Wild Sign (Alpha & Omega #6)(85)
Anna wouldn’t have left him because of the blandishments of a boy, even a pretty boy like Zander. Not of her own volition. Dr. Connors had said that Zander had been in Wild Sign. Anna had stopped in to visit him while waiting for the pizzas, and when she’d come back, Charles had heard the paper rustling in her pants pocket. Ergo, Zander wasn’t a normal human.
Not witchcraft on that paper, observed Brother Wolf. Some other kind of magic.
“Maybe he’s one of the Singer’s children. A walker. You were the one who thought there might be some of them around,” Charles said. “Or he’s another victim of the Singer who has been enslaved.”
If the stories Anna and Dr. Bonsu had told of Zander the photographer were true, he had certainly been walking the world. According to Anna, Zander had told her that he’d met several of the people of Wild Sign before they’d come here. Charles wondered if they had come here because Zander had told them to come.
Tag had been running his own calculations. “Right.” He looked back to where feet had disturbed the duff covering the forest floor. “Okay,” he said. “She was kidnapped by this thing that wants to be a god.”
It seemed to satisfy him, because he started off at a trot.
* * *
*
ZANDER PRESENTED ANNA with the mouth of a cave, a round hole about three feet in diameter. They were going to have to crawl or duckwalk to get into it.
“You can’t mean to go spelunking now,” Anna said, oddly reluctant to follow him. The cave was emitting a strange smell that raised her hackles. “What if there’s a bear inside?”
Zander laughed and reached into the cave, coming out with an electric lantern. “There isn’t a bear,” he told her. “I promise.”
“Well, if you promise,” she returned, her lips quirking up. He had an infectious smile.
“I do. There’s more light inside and it’s dry and warm. Come on, just follow me.”
After maybe a dozen yards the cave opened up so they could stand upright. The smell wrapped around them. It wasn’t unpleasant by itself, but something about it bothered Anna. Zander hit a switch and illuminated a string of light bulbs that stretched out until the passage bent out of sight.
She frowned disapprovingly. “That’s bad for the bats.”
He laughed. “It’s not used often enough to disturb the bats.”
She wasn’t so sure of that. She could hear the little creatures moving around restlessly. They didn’t like the light—and who could blame them? But she shouldn’t argue with Zander.
“How did you manage electricity in the middle of nowhere?” she asked instead.
“Solar panels,” he said. “They put them in last year. I have to admit that it makes getting down to the main cave a lot easier.”
There were a couple more narrow places—in one of them, she had to wait for him to squeeze through feetfirst, one arm up and one arm down. He held the lantern in his upward arm, lighting her way down because there was no room for the light bulbs that otherwise had marked out their path.
Tag would never make it, she thought, worried. And then worried more because she couldn’t remember who Tag was.
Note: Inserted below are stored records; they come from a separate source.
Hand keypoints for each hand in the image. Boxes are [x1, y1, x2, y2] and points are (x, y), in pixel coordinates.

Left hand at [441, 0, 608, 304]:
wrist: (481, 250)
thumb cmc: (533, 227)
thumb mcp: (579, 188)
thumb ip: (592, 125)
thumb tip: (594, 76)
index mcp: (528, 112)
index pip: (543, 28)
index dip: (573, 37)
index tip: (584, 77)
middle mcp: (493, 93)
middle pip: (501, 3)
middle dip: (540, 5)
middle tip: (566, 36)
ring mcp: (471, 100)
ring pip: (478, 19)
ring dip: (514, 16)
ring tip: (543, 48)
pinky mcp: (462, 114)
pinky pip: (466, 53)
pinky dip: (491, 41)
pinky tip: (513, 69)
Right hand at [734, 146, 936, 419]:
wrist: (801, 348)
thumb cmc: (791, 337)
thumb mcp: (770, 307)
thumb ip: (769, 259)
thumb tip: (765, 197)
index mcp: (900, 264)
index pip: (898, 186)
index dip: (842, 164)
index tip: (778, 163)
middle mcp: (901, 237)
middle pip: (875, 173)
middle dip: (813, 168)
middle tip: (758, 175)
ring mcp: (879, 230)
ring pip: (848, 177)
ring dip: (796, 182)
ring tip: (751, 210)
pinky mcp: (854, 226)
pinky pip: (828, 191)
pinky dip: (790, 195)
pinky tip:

As if he’d heard her thoughts, Zander said, “There’s another way in, but I figured that if I could make it through here, so could you. The other way would have taken us another ten minutes, and there are worse obstacles in that direction.”
She had an easier time than he did, scooting through and thinking about waterslide tubes instead of the mountain sitting on top of her. It helped that the floor was damp.
At the end of the rocky tunnel was a . . . well, a room. Complete with bed and battery-operated lights. At the far side of the room the cave had lighted passages to the left and right.
She would have expected a cave to smell of earth and moisture and bats. And it did smell of all of that, though they had left the actual bats up closer to the cave mouth. But it smelled musty, too—like old death and something weird . . .
Magic.
If they’d still been out in the forest, she would have scoffed at the idea of magic. But in the secret depths of the earth, it felt different. And the existence of the king-sized bed in a room she had gotten to via a tunnel that Zander had barely made it through was an argument for magic.
But it wasn’t the magic that bothered her. She had been aware all night that her nose was a lot more sensitive than usual. Now she wished that she couldn’t smell at all. That weird, dry smell that her brain kept labeling death, though it wasn’t a putrid scent like roadkill or anything, was overpowering, as if the longer she was in this cavern, the stronger the smell got.
“What is that smell?” she finally asked.
Zander raised an eyebrow. “What smell? It smells like a damp cave. We left the bats behind.”
She didn’t want to tell him that there was something dead in his cave, and she didn’t know why she thought she should keep it to herself. “Maybe that’s it,” she said. “I haven’t been in many caves.”
“The sound you’re hearing is an underground river,” he said. “There are some places in the cave system where it surfaces—I’ll show you one of those in a bit.”
She’d known that was what the sound was, she thought. Who doesn’t know the sound of rushing water? But there was something about that last bit—the hint of anticipation in his eyes or excitement in his voice—that made her worry. And she could smell his arousal.